I know crotch belts aren't comfortable, but they really keep you safe in an accident.
And why do they call them anti-submarine belts? It's not like you don't know the belt is in your CROTCH LOL!
Understood. I was thinking of anchoring the eye bolt in the floor and running the straps up through footmans loops just below the trim strip, backed by a full-width extrusion on the other side of the firewall.
My thinking being drilling 4 small holes the through the firewall would be less traumatic than cutting 4x3" slots. Mostly because that would expose the nylon straps to the oily/heat goodness that is my engine compartment.
Both my seats are right up against the firewall. The eye-bolt and clip is at least 3". There's plenty of room for it on the floor. Behind my seat, not so much.
According to GSU's HyperPhysics Project, a 160 lb person—wearing a seat belt and traveling at only 30 miles per hour—experiences around 30 g's of force in a front-end collision with a fixed object. That's 2.4 tons of force acting on the body!
If the belts are just for looks, go for it. If you want them to keep you in the car do what Carey does.
Agreed. Mounting shoulder belts to the floor and expecting a half-assed loop to carry the impact load is well, (put whatever word you want). I'll go with not smart.
The shoulder belts need to go straight back and be attached to something substantial, such as 1.5" or 1.75" DOM tubing welded to other frame members to take the load.
At 50-60 miles per hour, the g-force on you and the belts is quite high, on the order of 180 g. I'll bet those floor-mounted belts and firewall-mounted "footman loops" would rip right out.
The other part of that equation is WEARING them, every time you drive. Yeah, it takes a few extra seconds to attach 5 points, but they keep you safe.
I'm not convinced that 4 point belts will hold you, especially given the angle of the seat typical to Spyders.
Not really half-assed loops, as you call them, especially if they are anchored across the firewall to spread the load, but your post made me realize another factor I'd overlooked: Nylon straps lose 1/2 their load rating with every bend.
The fail point would probably be the footman's loops tearing the straps, not the loops failing.
My biggest concern, something I realized after switching my Speedster screen for the lexan one, is that it's somewhat of a guillotine. A proper lap belt will keep my head from hitting that.
Yeah, every harness bar I've ever seen is 1.5" round tube or bigger.

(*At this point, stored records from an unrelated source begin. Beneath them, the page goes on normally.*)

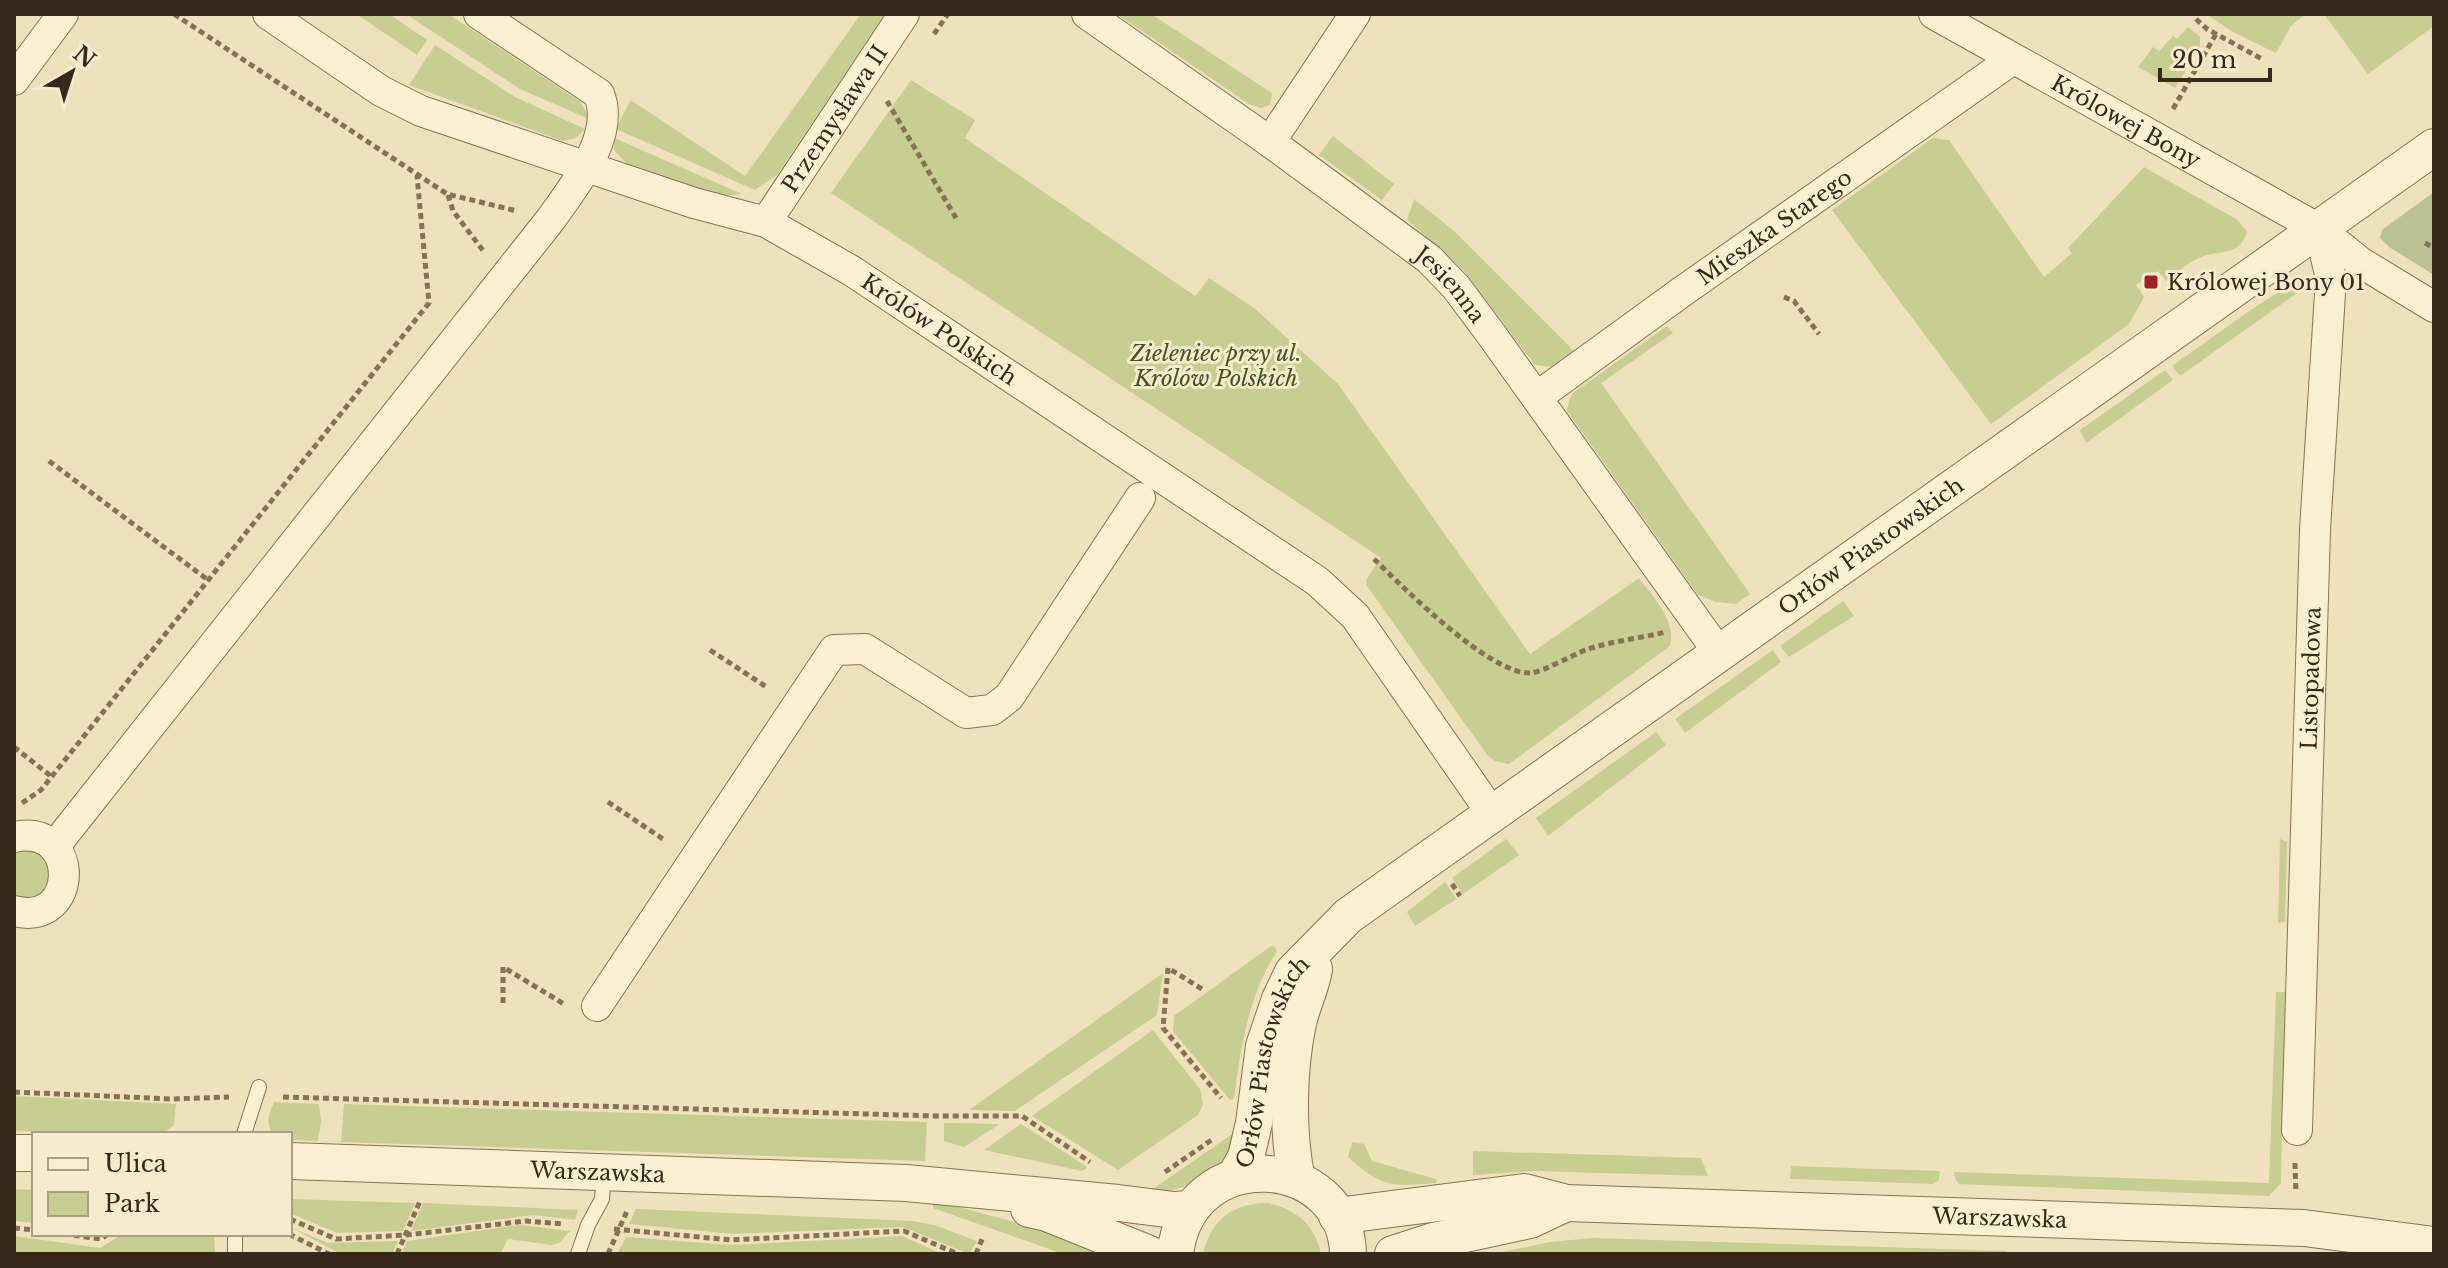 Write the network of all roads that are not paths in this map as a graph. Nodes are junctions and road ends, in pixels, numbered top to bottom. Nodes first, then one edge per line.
1 (63, 14) edge
2 (268, 14) edge
3 (479, 14) edge
4 (904, 14) edge
5 (1087, 14) edge
6 (1355, 14) edge
7 (1934, 14) edge
8 (2013, 59) junction
9 (14, 80) edge
10 (1270, 142) junction
11 (2434, 147) edge
12 (588, 166) junction
13 (766, 222) junction
14 (2319, 229) junction
15 (2434, 307) edge
16 (1537, 397) junction
17 (1140, 498) dead end
18 (1719, 653) junction
19 (1493, 815) junction
20 (14, 837) edge
21 (54, 847) junction
22 (14, 911) edge
23 (1316, 952) junction
24 (597, 1006) dead end
25 (257, 1092) road end
26 (2297, 1130) dead end
27 (245, 1132) edge
28 (292, 1161) edge
29 (604, 1171) junction
30 (1235, 1177) junction
31 (1297, 1180) junction
32 (906, 1183) junction
33 (1566, 1203) junction
34 (1191, 1209) junction
35 (1337, 1216) junction
36 (2434, 1245) edge
37 (578, 1254) edge
38 (1149, 1254) edge
39 (1175, 1254) edge
40 (1348, 1254) edge
41 (1393, 1254) edge

1 - 9 street
2 - 12 street, Królów Polskich
3 - 12 street
4 - 13 street, Przemysława II
5 - 10 street, Jesienna
6 - 10 street
7 - 8 street, Królowej Bony
8 - 14 street, Królowej Bony
8 - 16 street, Mieszka Starego
10 - 16 street, Jesienna
11 - 14 street, Orłów Piastowskich
12 - 13 street, Królów Polskich
12 - 21 street
13 - 19 street, Królów Polskich
14 - 15 street, Królowej Bony
14 - 18 street, Orłów Piastowskich
14 - 26 street, Listopadowa
16 - 18 street, Jesienna
17 - 24 street
18 - 19 street, Orłów Piastowskich
19 - 23 street, Orłów Piastowskich
20 - 21 street
21 - 22 street
23 - 30 street, Orłów Piastowskich
23 - 31 street, Orłów Piastowskich
25 - 27 lane
28 - 29 street, Warszawska
29 - 32 street, Warszawska
29 - 37 lane
30 - 31 street
30 - 34 street
31 - 35 street
32 - 34 street, Warszawska
32 - 38 street, Warszawska
33 - 35 street, Warszawska
33 - 36 street, Warszawska
33 - 41 street, Warszawska
34 - 39 street
35 - 40 street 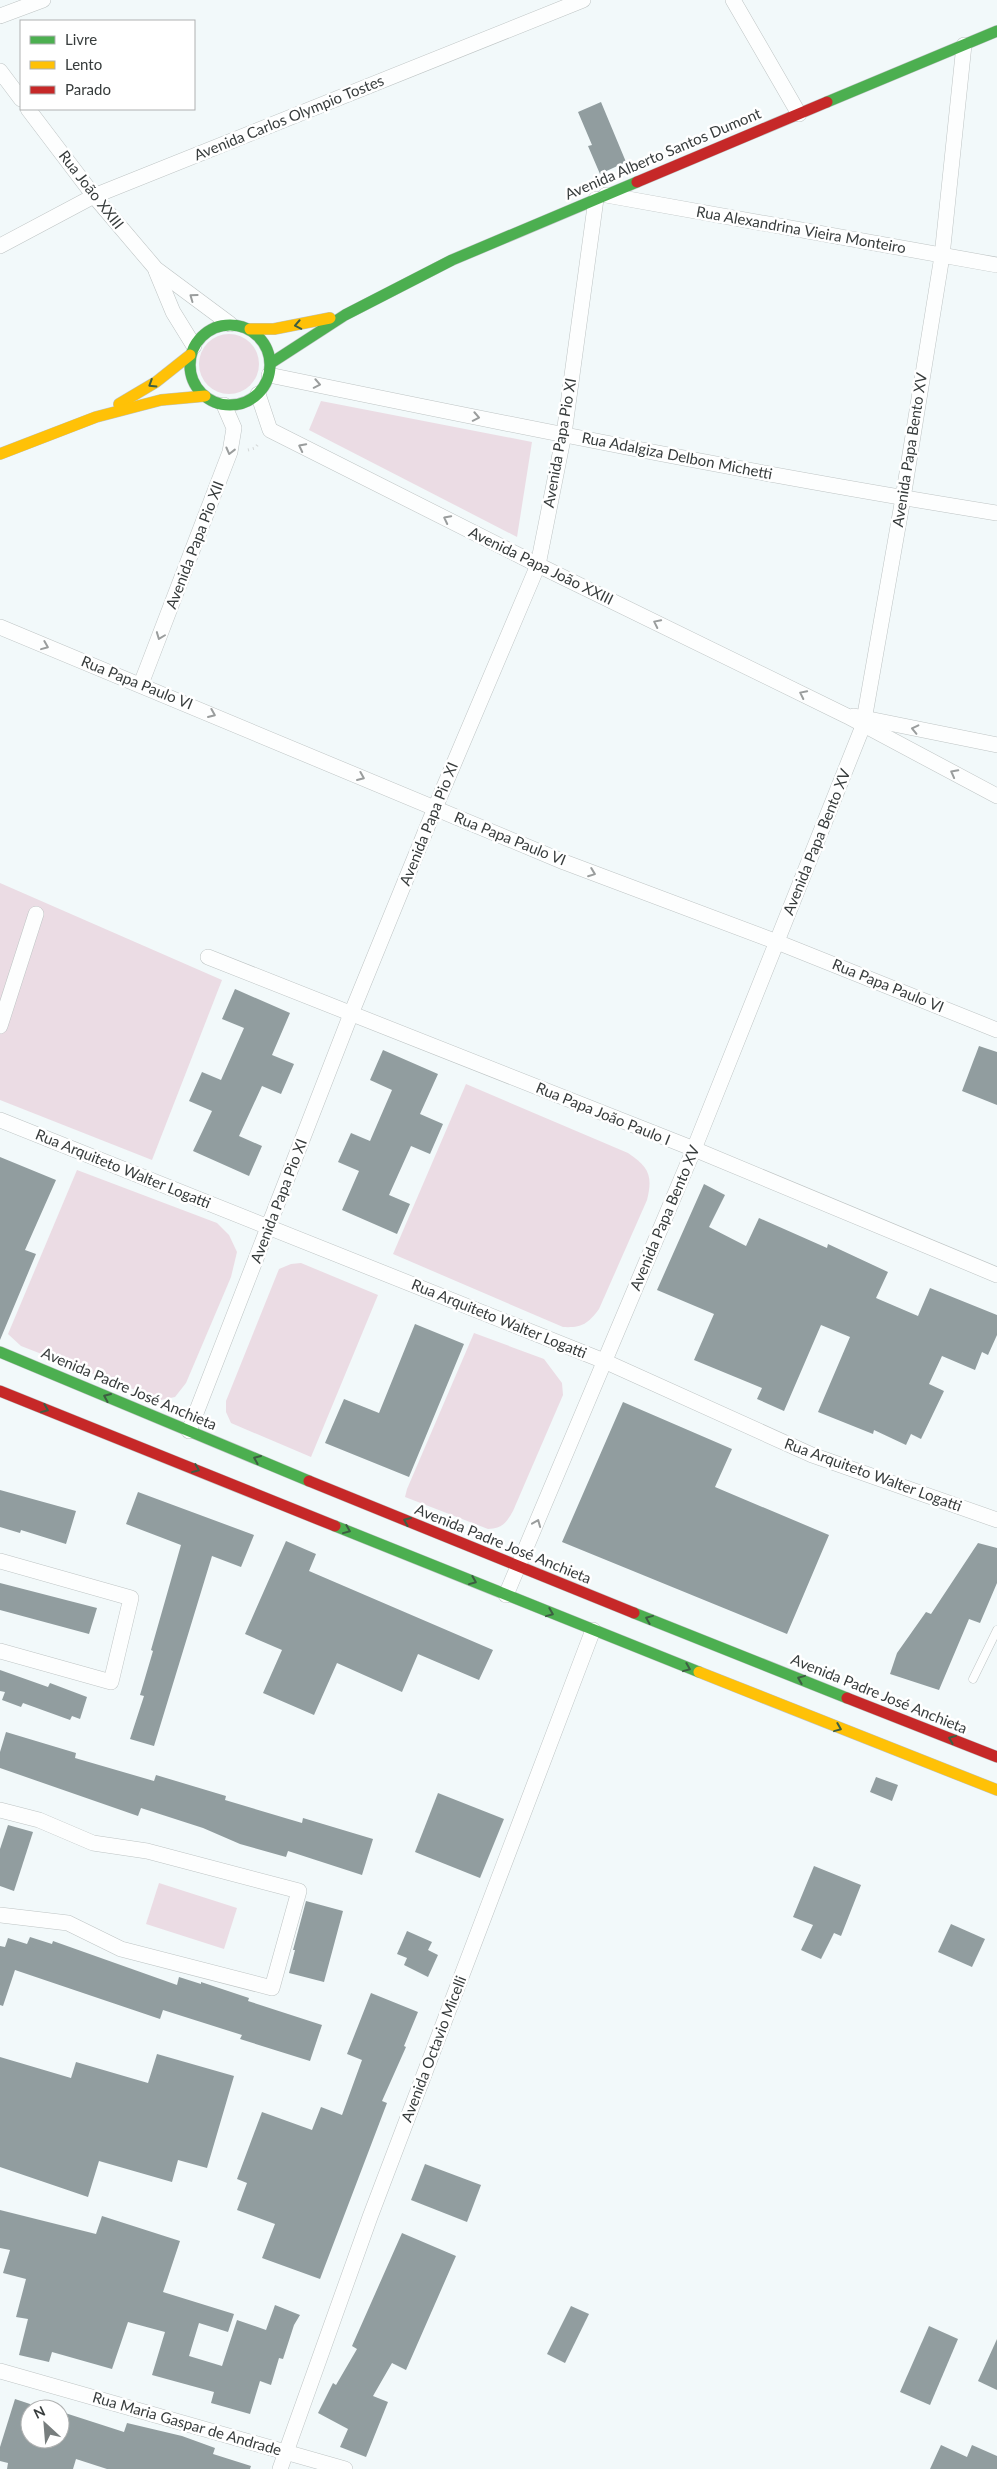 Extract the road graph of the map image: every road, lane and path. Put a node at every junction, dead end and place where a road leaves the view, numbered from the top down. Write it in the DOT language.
graph roads {
  1 [pos="42,0"];
  2 [pos="583,0"];
  3 [pos="733,0"];
  4 [pos="0,16"];
  5 [pos="997,31"];
  6 [pos="964,45"];
  7 [pos="0,71"];
  8 [pos="20,98"];
  9 [pos="29,110"];
  10 [pos="799,114"];
  11 [pos="94,196"];
  12 [pos="600,197"];
  13 [pos="0,246"];
  14 [pos="942,256"];
  15 [pos="997,265"];
  16 [pos="156,270"];
  17 [pos="345,315"];
  18 [pos="230,324"];
  19 [pos="250,329"];
  20 [pos="192,350"];
  21 [pos="270,369"];
  22 [pos="258,394"];
  23 [pos="205,396"];
  24 [pos="224,405"];
  25 [pos="96,417"];
  26 [pos="564,434"];
  27 [pos="0,454"];
  28 [pos="903,498"];
  29 [pos="997,513"];
  30 [pos="538,565"];
  31 [pos="0,627"];
  32 [pos="141,684"];
  33 [pos="864,721"];
  34 [pos="997,745"];
  35 [pos="997,796"];
  36 [pos="435,808"];
  37 [pos="36,914"];
  38 [pos="777,942"];
  39 [pos="208,957"];
  40 [pos="351,1014"];
  41 [pos="0,1026"];
  42 [pos="997,1030"];
  43 [pos="0,1120"];
  44 [pos="694,1149"];
  45 [pos="269,1227"];
  46 [pos="997,1275"];
  47 [pos="0,1352"];
  48 [pos="604,1361"];
  49 [pos="0,1390"];
  50 [pos="190,1431"];
  51 [pos="997,1520"];
  52 [pos="0,1561"];
  53 [pos="519,1568"];
  54 [pos="506,1595"];
  55 [pos="593,1630"];
  56 [pos="997,1630"];
  57 [pos="0,1651"];
  58 [pos="973,1679"];
  59 [pos="997,1757"];
  60 [pos="997,1790"];
  61 [pos="0,1810"];
  62 [pos="0,1915"];
  63 [pos="0,2371"];
  64 [pos="286,2452"];
  65 [pos="280,2469"];
  66 [pos="345,2469"];
  1 -- 4 [label="street"];
  2 -- 11 [label="street, Avenida Carlos Olympio Tostes"];
  3 -- 10 [label="street"];
  5 -- 6 [label="main road, Avenida Alberto Santos Dumont"];
  6 -- 10 [label="main road, Avenida Alberto Santos Dumont"];
  6 -- 14 [label="street, Avenida Papa Bento XV"];
  7 -- 8 [label="street"];
  9 -- 11 [label="street, Rua João XXIII"];
  10 -- 12 [label="main road, Avenida Alberto Santos Dumont"];
  11 -- 13 [label="street, Avenida Carlos Olympio Tostes"];
  11 -- 16 [label="street, Rua João XXIII"];
  12 -- 14 [label="street, Rua Alexandrina Vieira Monteiro"];
  12 -- 17 [label="main road, Avenida Alberto Santos Dumont"];
  12 -- 26 [label="street, Avenida Papa Pio XI"];
  14 -- 15 [label="street, Rua Alexandrina Vieira Monteiro"];
  14 -- 28 [label="street, Avenida Papa Bento XV"];
  18 -- 16 [label="street, Rua João XXIII, one-way"];
  16 -- 20 [label="street, Rua João XXIII"];
  17 -- 19 [label="main road, Avenida Alberto Santos Dumont, one-way"];
  17 -- 21 [label="main road, Avenida Alberto Santos Dumont"];
  18 -- 19 [label="main road"];
  18 -- 20 [label="main road"];
  19 -- 21 [label="main road"];
  20 -- 23 [label="main road"];
  20 -- 25 [label="main road, one-way"];
  21 -- 22 [label="main road"];
  21 -- 26 [label="street, Rua Adalgiza Delbon Michetti, one-way"];
  22 -- 24 [label="main road"];
  30 -- 22 [label="street, Avenida Papa João XXIII, one-way"];
  23 -- 24 [label="main road"];
  23 -- 25 [label="main road"];
  24 -- 32 [label="street, Avenida Papa Pio XII, one-way"];
  25 -- 27 [label="main road"];
  26 -- 28 [label="street, Rua Adalgiza Delbon Michetti"];
  26 -- 30 [label="street, Avenida Papa Pio XI"];
  28 -- 29 [label="street, Rua Adalgiza Delbon Michetti"];
  28 -- 33 [label="street, Avenida Papa Bento XV"];
  33 -- 30 [label="street, Avenida Papa João XXIII, one-way"];
  30 -- 36 [label="street, Avenida Papa Pio XI"];
  31 -- 32 [label="street, Rua Papa Paulo VI, one-way"];
  32 -- 36 [label="street, Rua Papa Paulo VI, one-way"];
  34 -- 33 [label="street, one-way"];
  35 -- 33 [label="street, Avenida Papa João XXIII, one-way"];
  33 -- 38 [label="street, Avenida Papa Bento XV"];
  36 -- 38 [label="street, Rua Papa Paulo VI, one-way"];
  36 -- 40 [label="street, Avenida Papa Pio XI"];
  37 -- 41 [label="street"];
  38 -- 42 [label="street, Rua Papa Paulo VI"];
  38 -- 44 [label="street, Avenida Papa Bento XV"];
  39 -- 40 [label="street, Rua Papa João Paulo I"];
  40 -- 44 [label="street, Rua Papa João Paulo I"];
  40 -- 45 [label="street, Avenida Papa Pio XI"];
  43 -- 45 [label="street, Rua Arquiteto Walter Logatti"];
  44 -- 46 [label="street, Rua Papa João Paulo I"];
  44 -- 48 [label="street, Avenida Papa Bento XV"];
  45 -- 48 [label="street, Rua Arquiteto Walter Logatti"];
  45 -- 50 [label="street, Avenida Papa Pio XI"];
  50 -- 47 [label="main road, Avenida Padre José Anchieta, one-way"];
  48 -- 51 [label="street, Rua Arquiteto Walter Logatti"];
  53 -- 48 [label="street, Avenida Papa Bento XV, one-way"];
  49 -- 54 [label="main road, one-way"];
  53 -- 50 [label="main road, Avenida Padre José Anchieta, one-way"];
  52 -- 57 [label="street"];
  53 -- 54 [label="street, Avenida Papa Bento XV"];
  59 -- 53 [label="main road, Avenida Padre José Anchieta, one-way"];
  54 -- 55 [label="main road, one-way"];
  55 -- 60 [label="main road, one-way"];
  55 -- 64 [label="street, Avenida Octavio Micelli"];
  56 -- 58 [label="lane"];
  61 -- 62 [label="street"];
  63 -- 64 [label="street, Rua Maria Gaspar de Andrade"];
  64 -- 65 [label="street, Avenida Octavio Micelli"];
  64 -- 66 [label="street, Rua Maria Gaspar de Andrade"];
}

That's got to decrease the stress on the belts.
I promised you rear suspension pics, but haven't taken any photos.
There are a bunch of decent ones here in this Seduction ad, same as Vintage trailing arms, because Vintage made them.
Thanks Danny. Back when I was working, I had a rudimentary understanding of all this stuff, because I used to hang tons (literally) of speakers above people's heads. Not so much now.
OTOH, there's this. When I started pondering, I got worried that, unlike most 3" lap belts, there wasn't a certification label on them anywhere. But they were in the installation instructions
As as for the suspension, it just as well. I realized it was a lot of work to reinvent the (rear) wheels. I'm going to go with SwayAway adjustable spring plates and a front sway bar. BTW, either you or Jimmy mentioned that a standard Beam sway bar won't work on a Spyder front end. Is that true?